PROMPT: Each line of the listing that includes "node" should be reported.

SUPPLIED ENTRIES:
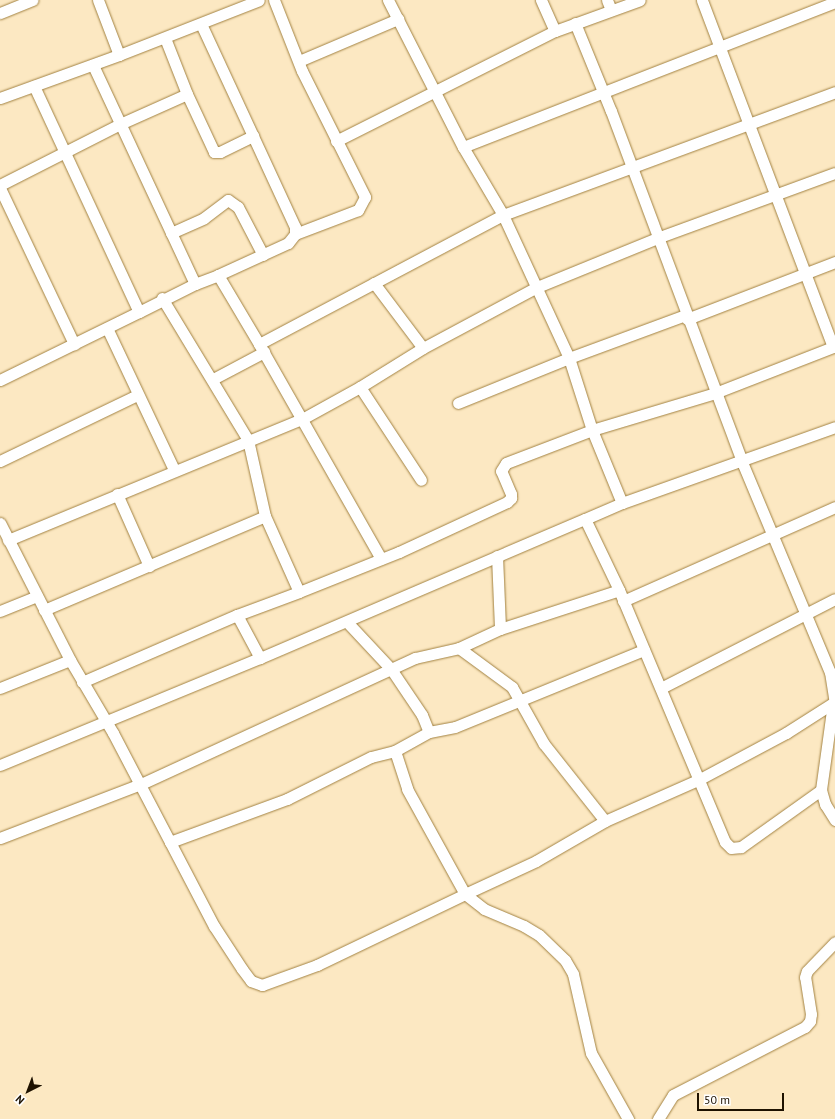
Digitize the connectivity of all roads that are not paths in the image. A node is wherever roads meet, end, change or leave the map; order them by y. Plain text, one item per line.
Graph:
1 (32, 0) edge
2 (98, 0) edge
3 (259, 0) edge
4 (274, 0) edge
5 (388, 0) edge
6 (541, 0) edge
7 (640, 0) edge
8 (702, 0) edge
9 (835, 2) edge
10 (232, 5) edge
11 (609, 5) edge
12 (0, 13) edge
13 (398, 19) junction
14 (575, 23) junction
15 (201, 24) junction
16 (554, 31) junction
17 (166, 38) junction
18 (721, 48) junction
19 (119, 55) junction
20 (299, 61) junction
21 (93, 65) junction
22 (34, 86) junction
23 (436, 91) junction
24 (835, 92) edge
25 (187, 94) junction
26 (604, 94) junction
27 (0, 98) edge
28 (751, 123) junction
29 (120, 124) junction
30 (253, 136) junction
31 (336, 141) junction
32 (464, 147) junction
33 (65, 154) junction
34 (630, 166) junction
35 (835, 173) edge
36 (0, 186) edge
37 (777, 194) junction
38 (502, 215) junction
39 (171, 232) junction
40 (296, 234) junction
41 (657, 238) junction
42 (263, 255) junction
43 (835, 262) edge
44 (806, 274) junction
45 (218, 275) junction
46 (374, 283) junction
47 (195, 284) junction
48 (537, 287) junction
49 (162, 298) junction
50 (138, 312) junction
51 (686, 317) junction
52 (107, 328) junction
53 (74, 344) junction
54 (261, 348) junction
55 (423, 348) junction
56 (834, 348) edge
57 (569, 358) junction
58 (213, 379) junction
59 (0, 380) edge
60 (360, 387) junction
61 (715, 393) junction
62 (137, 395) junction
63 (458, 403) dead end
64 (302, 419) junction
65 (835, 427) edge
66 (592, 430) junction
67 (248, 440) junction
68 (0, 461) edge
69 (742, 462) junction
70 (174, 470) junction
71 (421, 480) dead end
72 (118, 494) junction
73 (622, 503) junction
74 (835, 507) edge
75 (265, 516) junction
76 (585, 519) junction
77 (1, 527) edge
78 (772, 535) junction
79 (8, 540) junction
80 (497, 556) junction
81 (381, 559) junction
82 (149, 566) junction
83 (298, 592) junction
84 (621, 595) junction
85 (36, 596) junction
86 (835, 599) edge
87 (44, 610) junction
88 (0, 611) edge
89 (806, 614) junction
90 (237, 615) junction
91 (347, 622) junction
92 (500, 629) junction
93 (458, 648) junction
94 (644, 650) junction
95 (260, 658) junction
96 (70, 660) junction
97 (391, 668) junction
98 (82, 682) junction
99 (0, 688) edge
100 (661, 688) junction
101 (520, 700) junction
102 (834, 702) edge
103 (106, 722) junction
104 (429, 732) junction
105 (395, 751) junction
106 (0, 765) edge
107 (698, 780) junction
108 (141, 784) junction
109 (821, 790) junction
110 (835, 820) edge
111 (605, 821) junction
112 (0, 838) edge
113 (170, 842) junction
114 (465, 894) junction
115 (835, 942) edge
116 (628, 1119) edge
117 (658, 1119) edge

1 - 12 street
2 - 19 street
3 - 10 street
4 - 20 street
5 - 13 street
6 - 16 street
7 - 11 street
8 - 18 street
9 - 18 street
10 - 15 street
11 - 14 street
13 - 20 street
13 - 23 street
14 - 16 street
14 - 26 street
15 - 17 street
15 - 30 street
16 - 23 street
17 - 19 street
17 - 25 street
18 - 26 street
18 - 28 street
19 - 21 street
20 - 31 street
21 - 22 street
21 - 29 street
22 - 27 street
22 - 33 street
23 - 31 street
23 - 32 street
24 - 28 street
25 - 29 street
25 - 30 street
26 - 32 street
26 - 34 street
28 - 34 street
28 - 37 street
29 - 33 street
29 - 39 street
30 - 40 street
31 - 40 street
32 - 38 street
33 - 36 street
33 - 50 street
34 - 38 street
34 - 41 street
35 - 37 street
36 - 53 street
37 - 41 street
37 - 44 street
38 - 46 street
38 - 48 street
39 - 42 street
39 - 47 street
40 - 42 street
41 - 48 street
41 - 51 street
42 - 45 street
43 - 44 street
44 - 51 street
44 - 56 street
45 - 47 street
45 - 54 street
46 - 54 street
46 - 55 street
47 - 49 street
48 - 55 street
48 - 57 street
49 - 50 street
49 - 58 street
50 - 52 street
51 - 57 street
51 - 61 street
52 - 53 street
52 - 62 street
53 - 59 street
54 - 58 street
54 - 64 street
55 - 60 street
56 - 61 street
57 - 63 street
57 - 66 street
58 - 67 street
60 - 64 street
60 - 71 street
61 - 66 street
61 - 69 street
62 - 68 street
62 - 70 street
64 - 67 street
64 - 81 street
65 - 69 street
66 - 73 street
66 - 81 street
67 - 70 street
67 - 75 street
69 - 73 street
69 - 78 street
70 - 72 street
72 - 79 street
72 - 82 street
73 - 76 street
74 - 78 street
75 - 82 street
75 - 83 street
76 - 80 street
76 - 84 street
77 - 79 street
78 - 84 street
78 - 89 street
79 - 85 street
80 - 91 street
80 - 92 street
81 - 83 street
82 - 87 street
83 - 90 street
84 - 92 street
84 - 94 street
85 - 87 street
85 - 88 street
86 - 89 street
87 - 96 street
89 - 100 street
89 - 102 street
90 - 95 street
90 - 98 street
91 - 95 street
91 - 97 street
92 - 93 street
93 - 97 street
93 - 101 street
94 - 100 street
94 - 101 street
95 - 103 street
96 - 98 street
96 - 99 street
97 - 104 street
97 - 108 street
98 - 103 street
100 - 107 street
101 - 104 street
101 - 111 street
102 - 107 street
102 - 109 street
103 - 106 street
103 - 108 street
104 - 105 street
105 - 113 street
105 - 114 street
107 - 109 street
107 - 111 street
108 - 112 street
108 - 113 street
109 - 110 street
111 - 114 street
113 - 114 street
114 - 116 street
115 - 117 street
* * *
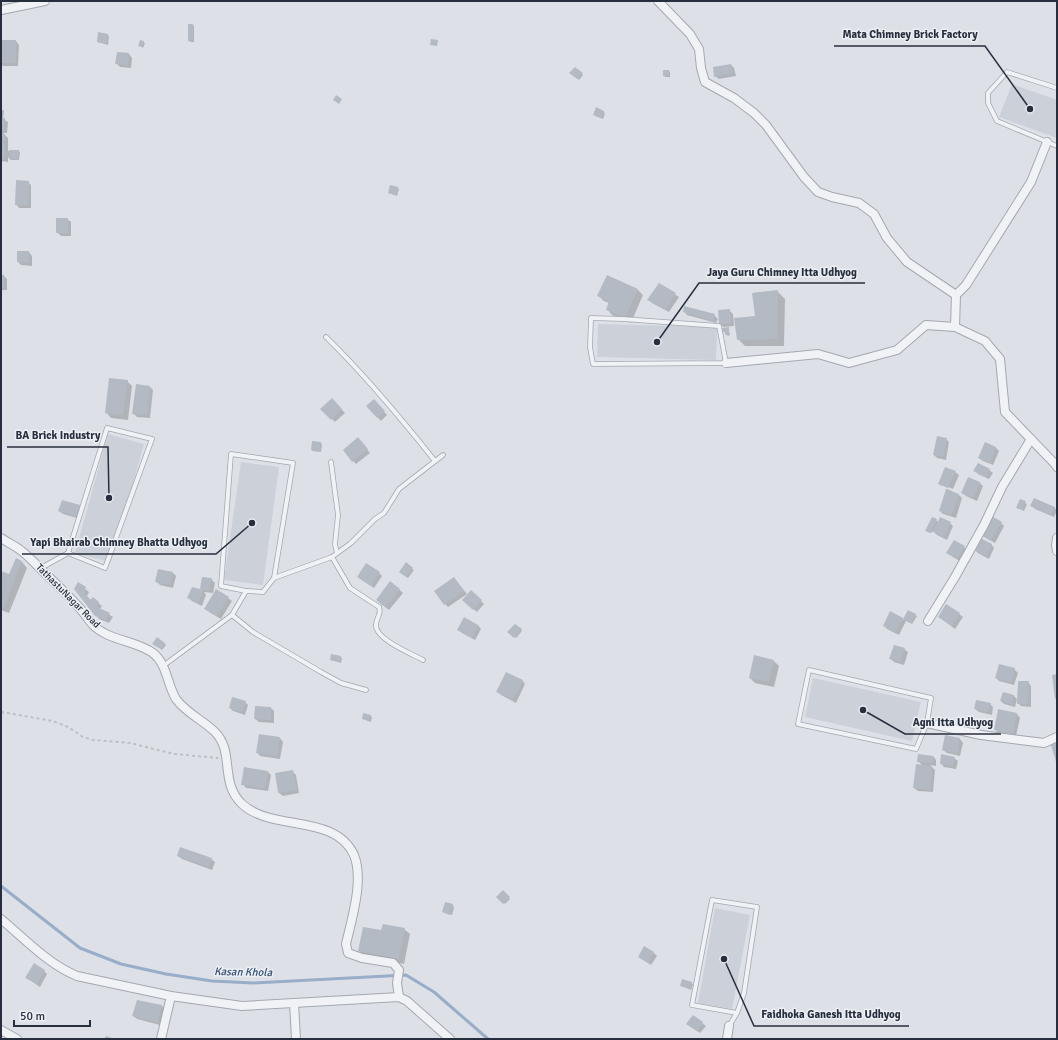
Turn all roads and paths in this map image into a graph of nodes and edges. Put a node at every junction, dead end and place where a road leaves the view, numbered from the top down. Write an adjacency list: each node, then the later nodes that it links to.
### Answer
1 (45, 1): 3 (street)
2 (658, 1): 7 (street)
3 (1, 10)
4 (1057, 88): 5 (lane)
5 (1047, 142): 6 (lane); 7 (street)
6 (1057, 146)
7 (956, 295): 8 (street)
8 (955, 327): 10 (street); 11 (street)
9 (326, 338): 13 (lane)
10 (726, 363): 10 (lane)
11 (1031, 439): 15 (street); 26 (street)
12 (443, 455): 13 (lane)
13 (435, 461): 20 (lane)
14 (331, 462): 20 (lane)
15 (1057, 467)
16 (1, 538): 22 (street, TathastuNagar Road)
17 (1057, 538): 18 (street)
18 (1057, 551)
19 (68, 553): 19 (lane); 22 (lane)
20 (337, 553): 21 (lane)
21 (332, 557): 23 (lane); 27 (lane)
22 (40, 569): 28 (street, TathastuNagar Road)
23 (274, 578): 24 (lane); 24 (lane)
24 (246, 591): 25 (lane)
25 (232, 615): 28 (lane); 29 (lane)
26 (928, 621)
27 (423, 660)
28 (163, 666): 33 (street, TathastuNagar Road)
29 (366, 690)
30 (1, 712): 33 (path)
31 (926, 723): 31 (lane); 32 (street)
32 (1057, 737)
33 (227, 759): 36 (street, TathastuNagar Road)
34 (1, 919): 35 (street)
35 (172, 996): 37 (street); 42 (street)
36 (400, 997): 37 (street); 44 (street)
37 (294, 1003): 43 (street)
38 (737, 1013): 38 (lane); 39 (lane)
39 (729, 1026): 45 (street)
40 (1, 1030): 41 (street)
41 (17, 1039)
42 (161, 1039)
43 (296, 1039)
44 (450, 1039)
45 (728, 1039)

TASK OUTPUT:
Digitize the connectivity of all roads that are not paths in the image. A node is wherever roads meet, end, change or leave the map; order them by y. Plain text, one item per line.
Turn all roads and paths in this map image into a graph of nodes and edges. Put a node at every junction, dead end and place where a road leaves the view, numbered from the top down. Write an adjacency list: each node, then the later nodes that it links to.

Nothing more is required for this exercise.